= Claw tool =

Forcible entry tool used by firefighters

The claw tool (also known as the Hayward Claw Tool) is a forcible entry tool used by firefighters, made of steel, that has a hook on one end and a forked end on the other. The tool was a major component in the Fire Department of New York during the early 20th century. Over the last fifty years, the claw tool has lost prominence due to the advent of newer and more efficient forcible entry tools.

==History==
The exact origin of the claw tool, which later became the Halligan bar, is not well documented, but according to FDNY folklore, it was discovered by firefighters responding to a fire at a lower Manhattan bank.
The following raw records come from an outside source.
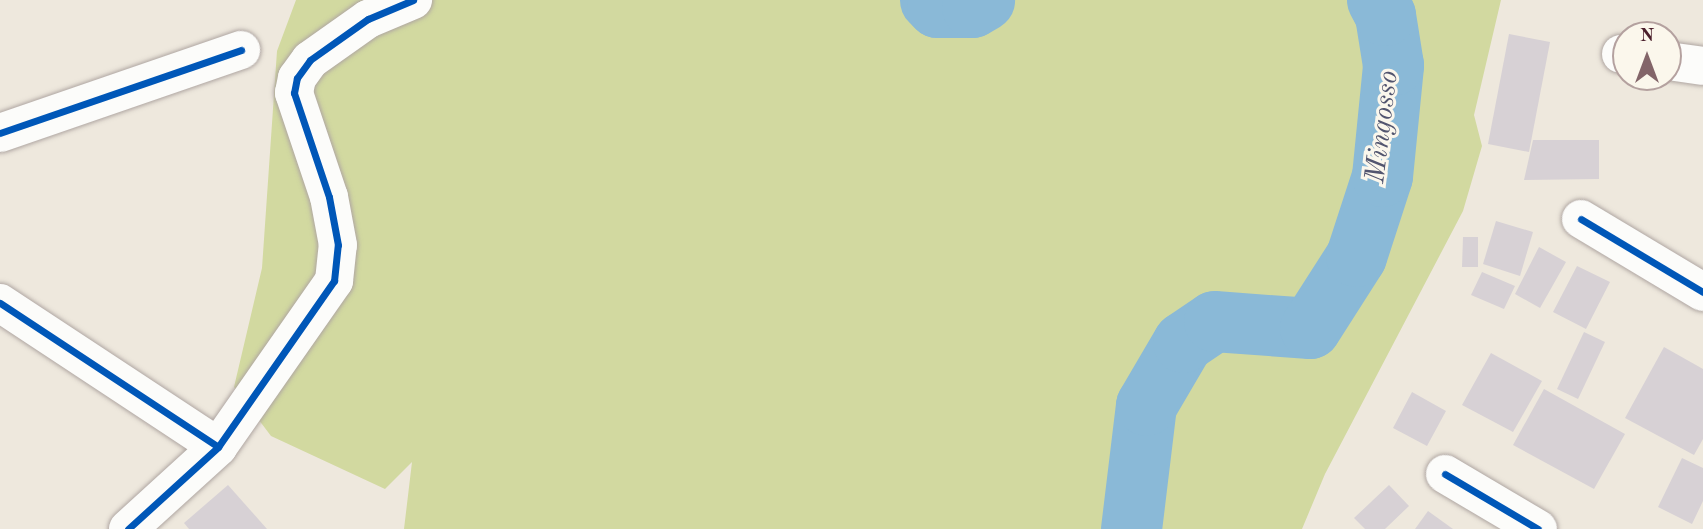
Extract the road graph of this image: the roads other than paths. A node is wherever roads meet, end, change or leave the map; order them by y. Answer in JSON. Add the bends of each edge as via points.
{"nodes":[{"id":1,"x":413,"y":0,"type":"edge"},
{"id":2,"x":241,"y":50,"type":"dead end"},
{"id":3,"x":1682,"y":63,"type":"edge"},
{"id":4,"x":1703,"y":66,"type":"edge"},
{"id":5,"x":0,"y":133,"type":"edge"},
{"id":6,"x":1581,"y":219,"type":"dead end"},
{"id":7,"x":1703,"y":292,"type":"edge"},
{"id":8,"x":0,"y":303,"type":"edge"},
{"id":9,"x":218,"y":447,"type":"junction"},
{"id":10,"x":1445,"y":474,"type":"dead end"},
{"id":11,"x":128,"y":529,"type":"edge"},
{"id":12,"x":1538,"y":529,"type":"edge"}],
"edges":[{"from":1,"to":9,"type":"street","via":[[368,19],[310,61],[297,78],[294,93],[328,197],[338,245],[334,281]]},
{"from":2,"to":5,"type":"street"},
{"from":3,"to":4,"type":"street"},
{"from":6,"to":7,"type":"street"},
{"from":8,"to":9,"type":"street"},
{"from":9,"to":11,"type":"street"},
{"from":10,"to":12,"type":"street"}]}
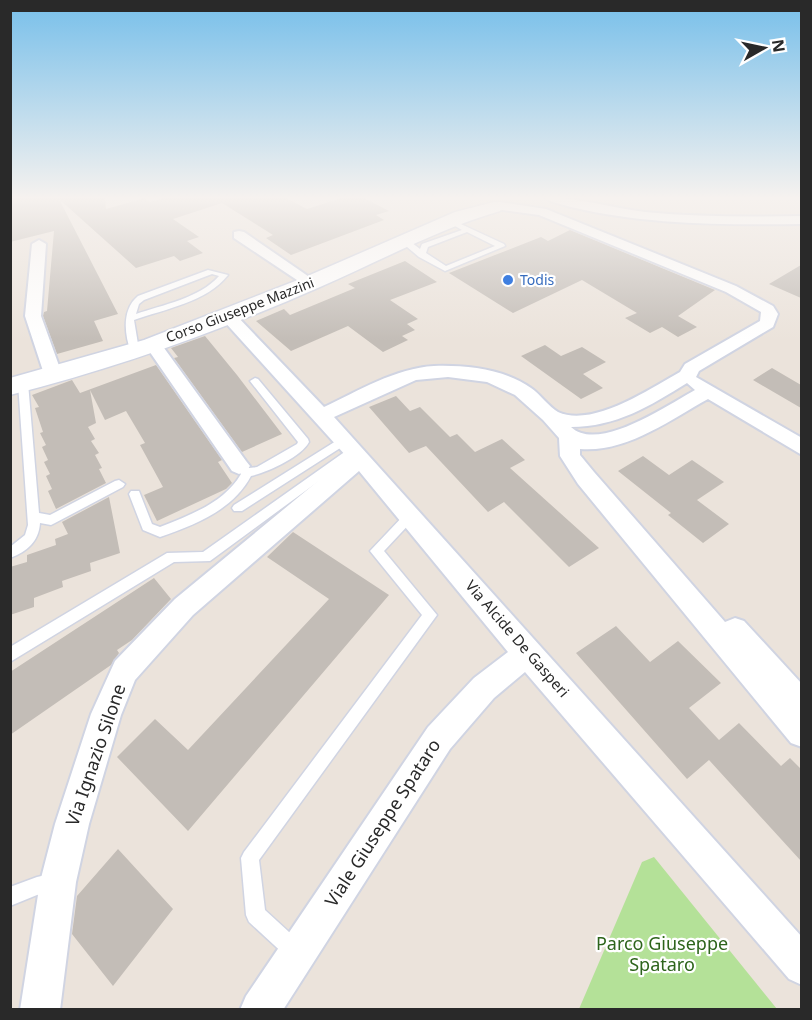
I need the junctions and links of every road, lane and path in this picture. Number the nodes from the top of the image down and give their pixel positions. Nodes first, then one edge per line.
1 (39, 246) edge
2 (255, 246) edge
3 (416, 246) edge
4 (501, 246) edge
5 (624, 246) edge
6 (413, 248) junction
7 (311, 283) junction
8 (228, 316) junction
9 (130, 319) junction
10 (143, 347) junction
11 (53, 374) junction
12 (688, 375) junction
13 (255, 381) dead end
14 (16, 385) edge
15 (708, 391) junction
16 (322, 415) junction
17 (552, 417) junction
18 (575, 440) junction
19 (801, 448) edge
20 (352, 450) junction
21 (243, 469) junction
22 (119, 484) dead end
23 (135, 494) dead end
24 (238, 508) dead end
25 (410, 516) junction
26 (33, 517) junction
27 (10, 554) edge
28 (713, 616) junction
29 (527, 654) junction
30 (10, 655) edge
31 (801, 706) edge
32 (801, 732) edge
33 (58, 882) junction
34 (10, 897) edge
35 (297, 953) junction
36 (801, 966) edge
37 (39, 1010) edge
38 (260, 1010) edge

1 - 11 street
2 - 7 street
3 - 6 main road, Corso Giuseppe Mazzini
4 - 6 lane
5 - 12 street, Corso Giuseppe Mazzini
6 - 7 main road, Corso Giuseppe Mazzini
7 - 8 main road, Corso Giuseppe Mazzini
8 - 10 main road, Corso Giuseppe Mazzini
8 - 16 street, Via Alcide De Gasperi
9 - 9 lane
9 - 10 lane
10 - 11 main road, Corso Giuseppe Mazzini
10 - 21 street
11 - 14 main road, Corso Giuseppe Mazzini
12 - 15 street
12 - 17 street
13 - 21 lane
14 - 26 lane
15 - 18 street
15 - 19 street
16 - 17 street
16 - 20 street, Via Alcide De Gasperi
17 - 18 street
18 - 28 street
20 - 24 lane
20 - 25 street, Via Alcide De Gasperi
20 - 30 lane
20 - 33 street, Via Ignazio Silone
21 - 23 lane
22 - 26 lane
25 - 29 street, Via Alcide De Gasperi
25 - 35 lane
26 - 27 lane
28 - 31 street
28 - 32 street
29 - 35 street, Viale Giuseppe Spataro
29 - 36 street, Via Alcide De Gasperi
33 - 34 lane
33 - 37 street, Via Ignazio Silone
35 - 38 street, Viale Giuseppe Spataro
The fire was started to cover up a burglary, and during the investigation, firefighters found an unusual tool with a claw-like end that the burglars had used to break into the bank. The firefighters believed that if the tool was good enough to break into a bank, it was good enough for their use, so they labeled it the "claw tool" and reproduced it many times over. It became the primary forcible entry tool used by the FDNY and is thought to be the first tool designed solely for that purpose. FDNY Deputy Chief Hugh Halligan later incorporated the fork end of the claw tool into his design of the Halligan bar in 1948.

== Design and use ==
The original claw tool weighed 12 pounds and was approximately 36 inches in length. It was designed with a claw on one end and a tapered fork on the other end.